For 64 percent of American adults, not a day goes by where they don’t consume at least one cup of coffee. When they sip on brew, bean freaks are also consuming the most popular drug in the world: caffeine. A single cup of coffee contains between 95 to 165 milligrams of this natural stimulant, which has some impressive effects, like increasing alertness and enhancing the consolidation of long-term memories. However, the benefits coffee bestows on the drinker don’t negate the fact that it’s still an addictive drug.
And because of that, when a person does quit drinking coffee, the neurochemistry of addiction can pretty much guarantee they’ll go through withdrawal.
Typically, caffeine affects the body for three hours after it’s consumed. Withdrawal symptoms, meanwhile, begin to take effect 12 to 20 hours after a coffee addict’s last cup. They’ll be at their worst two days after that cup, but they can last for up to a week.
University of Vermont scientists discovered in 2009 that the symptoms that accompany this withdrawal, which include headaches and a sense of fatigue, are caused by changes to blood flow in the brain caused by caffeine. By measuring brain electrical activity and blood flow velocity in participants right after they consumed caffeine and after it had cleared their bodies, the researchers found that stopping caffeine consumption stopped increases cerebral blood flow.
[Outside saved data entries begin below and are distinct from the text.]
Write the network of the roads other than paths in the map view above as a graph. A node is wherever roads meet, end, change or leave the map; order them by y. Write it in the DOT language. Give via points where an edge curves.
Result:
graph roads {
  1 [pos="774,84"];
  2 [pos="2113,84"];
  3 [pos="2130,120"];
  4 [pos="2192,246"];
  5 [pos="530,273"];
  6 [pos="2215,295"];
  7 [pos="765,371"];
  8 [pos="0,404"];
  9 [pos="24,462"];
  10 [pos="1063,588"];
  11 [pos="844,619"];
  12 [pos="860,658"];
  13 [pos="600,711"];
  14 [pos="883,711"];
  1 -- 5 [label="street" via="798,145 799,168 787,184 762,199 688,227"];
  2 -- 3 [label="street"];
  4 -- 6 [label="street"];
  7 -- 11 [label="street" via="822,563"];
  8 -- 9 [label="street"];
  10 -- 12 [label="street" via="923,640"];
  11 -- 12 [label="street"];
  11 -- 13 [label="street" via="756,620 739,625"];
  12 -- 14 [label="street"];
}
This, in turn, is correlated with drowsiness, decreased alertness, and headaches.
And then there are the mood swings, which are also caused by changes in the post-caffeine brain. Consuming caffeine causes a boost in dopamine, igniting the brain’s pleasure circuits. This burst of dopamine improves mood — and kicks off the reward system, the process that creates dependency on drugs. When the brain stops getting its fix of coffee-induced dopamine, its owner is going to get real grumps.
Ultimately, caffeine’s energy boost comes down to its effect on the central nervous system. In the brain, caffeine blocks adenosine receptors, which are neuromodulators that regulate the activity of the central nervous system by binding a chemical called adenosine. When this happens, neural activity slows down and a person gets tired. But when caffeine blocks these receptors from grabbing adenosine, neural activity actually speeds up — and causes the adrenal glands to produce more adrenaline. This gives a coffee drinker that boost of energy and increased attention.
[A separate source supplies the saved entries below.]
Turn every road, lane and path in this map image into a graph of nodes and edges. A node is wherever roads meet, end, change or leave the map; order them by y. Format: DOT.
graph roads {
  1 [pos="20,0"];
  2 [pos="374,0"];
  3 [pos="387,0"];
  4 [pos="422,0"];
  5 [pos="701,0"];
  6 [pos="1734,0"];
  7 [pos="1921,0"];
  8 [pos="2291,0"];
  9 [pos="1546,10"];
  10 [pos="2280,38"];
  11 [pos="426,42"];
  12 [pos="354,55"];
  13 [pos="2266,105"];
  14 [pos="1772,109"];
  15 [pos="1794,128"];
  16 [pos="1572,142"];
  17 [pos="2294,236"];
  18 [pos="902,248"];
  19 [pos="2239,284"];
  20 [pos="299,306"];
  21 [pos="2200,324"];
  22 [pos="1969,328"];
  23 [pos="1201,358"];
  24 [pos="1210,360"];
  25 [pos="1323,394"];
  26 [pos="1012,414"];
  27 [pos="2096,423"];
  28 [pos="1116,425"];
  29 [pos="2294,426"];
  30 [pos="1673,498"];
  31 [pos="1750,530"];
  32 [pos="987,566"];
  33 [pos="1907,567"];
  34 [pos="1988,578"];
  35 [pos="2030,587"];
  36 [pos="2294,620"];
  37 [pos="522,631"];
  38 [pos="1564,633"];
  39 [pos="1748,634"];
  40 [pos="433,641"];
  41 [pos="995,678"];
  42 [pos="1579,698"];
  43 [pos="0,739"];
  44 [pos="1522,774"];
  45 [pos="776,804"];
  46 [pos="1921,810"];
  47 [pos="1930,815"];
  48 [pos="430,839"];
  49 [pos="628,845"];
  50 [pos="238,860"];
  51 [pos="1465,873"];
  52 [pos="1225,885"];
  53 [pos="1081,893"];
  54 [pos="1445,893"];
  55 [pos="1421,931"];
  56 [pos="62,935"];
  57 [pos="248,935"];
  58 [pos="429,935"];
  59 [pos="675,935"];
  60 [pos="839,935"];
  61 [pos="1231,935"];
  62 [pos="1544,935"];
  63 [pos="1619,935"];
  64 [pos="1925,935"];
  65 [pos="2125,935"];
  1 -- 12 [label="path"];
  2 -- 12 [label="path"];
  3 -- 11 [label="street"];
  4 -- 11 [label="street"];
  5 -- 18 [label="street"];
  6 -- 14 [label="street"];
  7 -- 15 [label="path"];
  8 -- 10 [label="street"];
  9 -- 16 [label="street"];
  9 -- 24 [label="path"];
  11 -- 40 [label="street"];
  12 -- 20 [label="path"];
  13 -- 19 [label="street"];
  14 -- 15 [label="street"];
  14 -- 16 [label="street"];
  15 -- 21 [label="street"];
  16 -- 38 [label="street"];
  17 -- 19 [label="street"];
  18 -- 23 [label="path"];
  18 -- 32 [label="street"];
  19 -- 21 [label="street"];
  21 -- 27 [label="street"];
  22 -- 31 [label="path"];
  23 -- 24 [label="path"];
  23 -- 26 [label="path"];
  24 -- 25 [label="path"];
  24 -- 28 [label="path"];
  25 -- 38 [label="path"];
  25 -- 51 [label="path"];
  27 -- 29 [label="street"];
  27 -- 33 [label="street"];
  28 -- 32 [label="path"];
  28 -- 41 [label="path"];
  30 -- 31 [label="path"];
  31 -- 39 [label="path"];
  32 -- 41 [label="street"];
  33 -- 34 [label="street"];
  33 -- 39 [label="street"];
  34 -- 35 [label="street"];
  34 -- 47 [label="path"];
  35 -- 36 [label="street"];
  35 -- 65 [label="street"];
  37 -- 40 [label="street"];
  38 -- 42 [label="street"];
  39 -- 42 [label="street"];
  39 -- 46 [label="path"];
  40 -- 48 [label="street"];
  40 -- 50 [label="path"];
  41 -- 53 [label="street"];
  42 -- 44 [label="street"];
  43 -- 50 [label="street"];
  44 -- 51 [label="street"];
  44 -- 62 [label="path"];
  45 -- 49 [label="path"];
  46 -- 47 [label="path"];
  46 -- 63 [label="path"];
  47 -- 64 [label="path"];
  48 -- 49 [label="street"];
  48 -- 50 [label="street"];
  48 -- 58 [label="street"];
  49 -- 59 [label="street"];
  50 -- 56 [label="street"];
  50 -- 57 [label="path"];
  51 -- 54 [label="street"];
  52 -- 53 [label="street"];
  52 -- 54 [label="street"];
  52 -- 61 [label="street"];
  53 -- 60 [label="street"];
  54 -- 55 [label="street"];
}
The brain, however, doesn’t want that caffeine hack to happen. In a study on the effects of caffeine on the brains of mice, researchers found that continuous caffeine consumption can result in an increased number of adenosine receptors. It’s thought that these extra receptors emerge so that adenosine has a greater chance of actually binding to a receptor that hasn’t been blocked by caffeine. Scientists hypothesize that this process may explain why long-time coffee drinkers develop a greater tolerance for caffeine, and end up drinking more of that energizing brew.
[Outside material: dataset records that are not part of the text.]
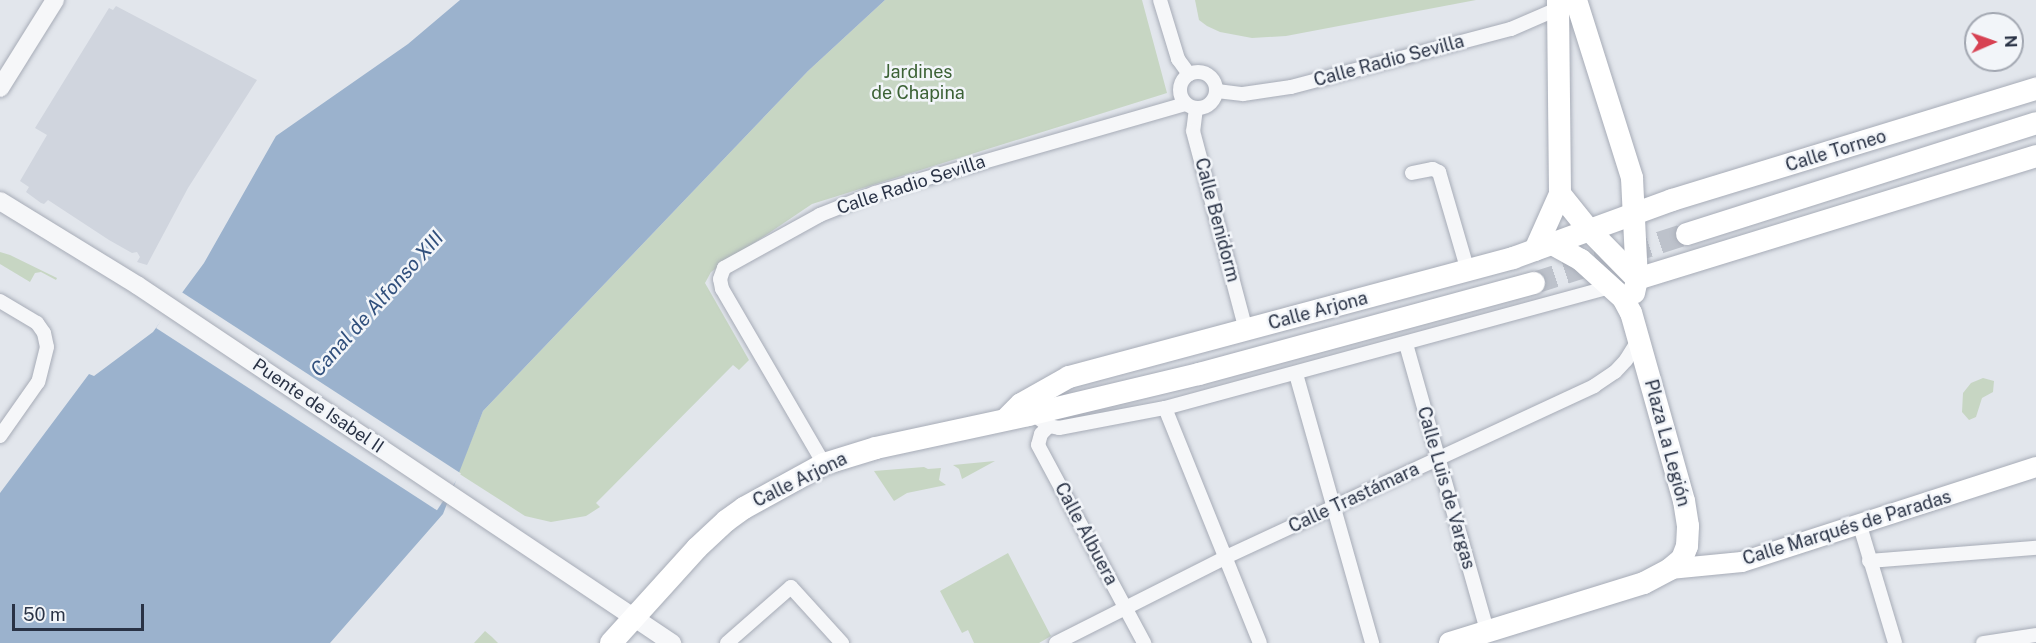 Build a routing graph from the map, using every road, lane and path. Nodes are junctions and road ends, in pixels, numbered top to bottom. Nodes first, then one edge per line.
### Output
1 (55, 0) edge
2 (1160, 0) edge
3 (1564, 3) edge
4 (1189, 74) junction
5 (0, 88) edge
6 (2036, 89) edge
7 (1217, 91) junction
8 (1191, 106) junction
9 (2036, 123) edge
10 (2036, 156) edge
11 (1413, 173) dead end
12 (1560, 194) junction
13 (0, 201) edge
14 (1636, 213) junction
15 (1589, 230) junction
16 (1687, 234) tunnel mouth
17 (1544, 247) junction
18 (1468, 271) junction
19 (1637, 279) junction
20 (1534, 284) tunnel mouth
21 (1610, 287) junction
22 (0, 301) edge
23 (1631, 313) junction
24 (1246, 330) junction
25 (1639, 339) junction
26 (1406, 344) junction
27 (1296, 374) junction
28 (1165, 408) junction
29 (1006, 419) junction
30 (1041, 420) junction
31 (0, 435) edge
32 (1438, 459) junction
33 (824, 464) junction
34 (2036, 467) edge
35 (1332, 507) junction
36 (1860, 526) junction
37 (2036, 548) edge
38 (1226, 557) junction
39 (1869, 561) junction
40 (1670, 569) junction
41 (1125, 606) junction
42 (634, 616) junction
43 (1487, 631) junction
44 (2036, 635) edge
45 (610, 643) edge
46 (672, 643) edge
47 (727, 643) edge
48 (842, 643) edge
49 (1056, 643) edge
50 (1144, 643) edge
51 (1260, 643) edge
52 (1372, 643) edge
53 (1450, 643) edge
54 (1895, 643) edge
55 (1983, 643) edge

1 - 5 street
2 - 4 street
3 - 7 street, Calle Radio Sevilla
3 - 12 main road
3 - 14 main road
4 - 7 street
4 - 8 street
6 - 14 main road, Calle Torneo
7 - 8 street
8 - 24 street, Calle Benidorm
8 - 33 street, Calle Radio Sevilla
9 - 16 main road, Calle Torneo
10 - 19 main road
11 - 18 street
12 - 15 main road
12 - 17 main road
13 - 42 street, Puente de Isabel II
14 - 15 main road, Calle Arjona
14 - 19 main road
15 - 17 main road, Calle Arjona
15 - 19 main road
17 - 18 main road, Calle Arjona
17 - 21 main road
18 - 24 main road, Calle Arjona
19 - 21 street, Calle Arjona
19 - 23 main road
20 - 30 main road, Calle Arjona
21 - 23 main road
21 - 26 street, Calle Arjona
22 - 31 street
23 - 25 main road, Plaza La Legión
24 - 29 main road, Calle Arjona
25 - 32 street, Calle Trastámara
25 - 40 main road, Plaza La Legión
26 - 27 street, Calle Arjona
26 - 32 street, Calle Luis de Vargas
27 - 28 street, Calle Arjona
27 - 35 street
28 - 30 street, Calle Arjona
28 - 38 street
29 - 30 main road, Calle Arjona
29 - 33 main road, Calle Arjona
30 - 41 street, Calle Albuera
32 - 35 street, Calle Trastámara
32 - 43 street, Calle Luis de Vargas
33 - 42 main road, Calle Arjona
34 - 36 main road, Calle Marqués de Paradas
35 - 38 street, Calle Trastámara
35 - 52 street
36 - 39 street
36 - 40 main road, Calle Marqués de Paradas
37 - 39 street
38 - 41 street, Calle Trastámara
38 - 51 street
39 - 54 street
40 - 43 main road, Calle Marqués de Paradas
41 - 49 street, Calle Trastámara
41 - 50 street, Calle Albuera
42 - 45 main road, Calle Arjona
42 - 46 street, Puente de Isabel II
43 - 53 main road, Calle Marqués de Paradas
44 - 55 street
47 - 48 street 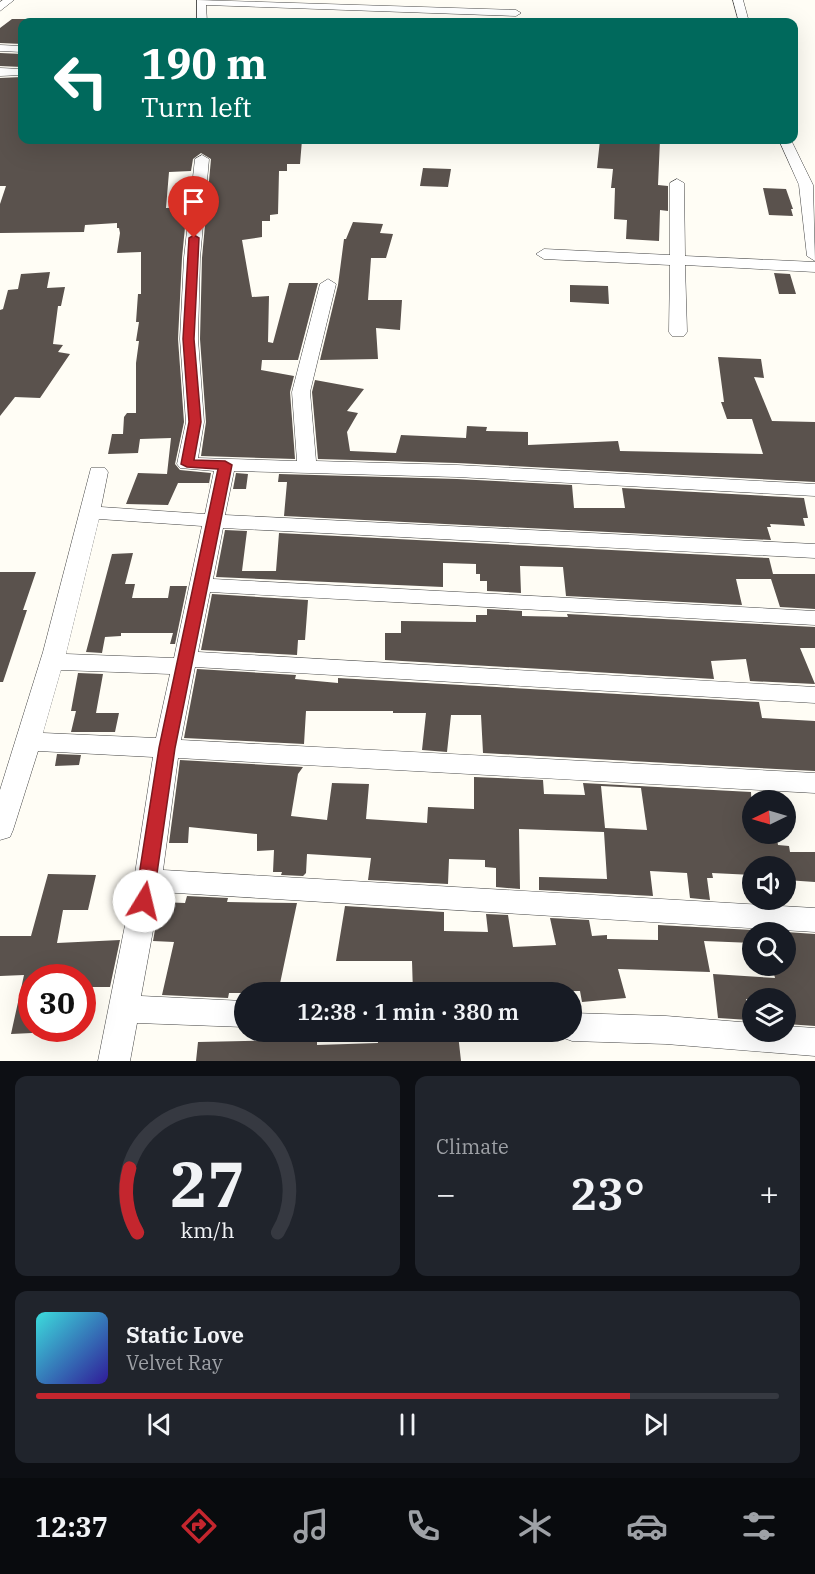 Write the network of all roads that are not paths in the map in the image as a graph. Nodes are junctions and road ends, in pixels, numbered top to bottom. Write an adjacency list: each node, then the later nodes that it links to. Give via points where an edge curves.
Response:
1 (9, 0): 4 (street)
2 (738, 0): 7 (street)
3 (201, 1): 5 (street); 6 (street)
4 (0, 8)
5 (516, 13)
6 (202, 18)
7 (743, 18)
8 (0, 48): 9 (street)
9 (18, 49)
10 (0, 72): 11 (street)
11 (18, 72)
12 (787, 144): 16 (street, via 806,185)
13 (202, 159): 21 (street, via 189,339 195,422 187,464)
14 (677, 183): 17 (street)
15 (544, 254): 17 (street)
16 (815, 256)
17 (677, 261): 18 (street); 20 (street)
18 (815, 267)
19 (328, 284): 22 (street, via 301,393)
20 (678, 332)
21 (225, 465): 22 (street); 26 (street)
22 (307, 466): 24 (street)
23 (98, 472): 25 (street)
24 (815, 490)
25 (90, 512): 26 (street); 30 (street)
26 (214, 521): 27 (street); 28 (street)
27 (815, 551)
28 (201, 585): 29 (street); 31 (street)
29 (815, 618)
30 (51, 662): 31 (street); 33 (street)
31 (185, 662): 32 (street); 34 (street)
32 (815, 695)
33 (30, 742): 34 (street); 36 (street)
34 (167, 748): 35 (street); 37 (street)
35 (815, 783)
36 (0, 830)
37 (148, 880): 38 (street); 39 (street)
38 (815, 920)
39 (125, 1009): 40 (street); 43 (street)
40 (234, 1014)
41 (582, 1027): 42 (street)
42 (815, 1042)
43 (114, 1061)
What this means for someone quitting coffee is that the former coffee-addict is going to feel fatigue — the brain has to work on its own without that burst. However, that switch could eventually mean more rest. Caffeine consumed up to six hours before bedtime has disruptive effects on sleep, and at its most extreme, insomnia. Quitting coffee may give you a killer headache, but at least you’ll be able to sleep at the end of the day.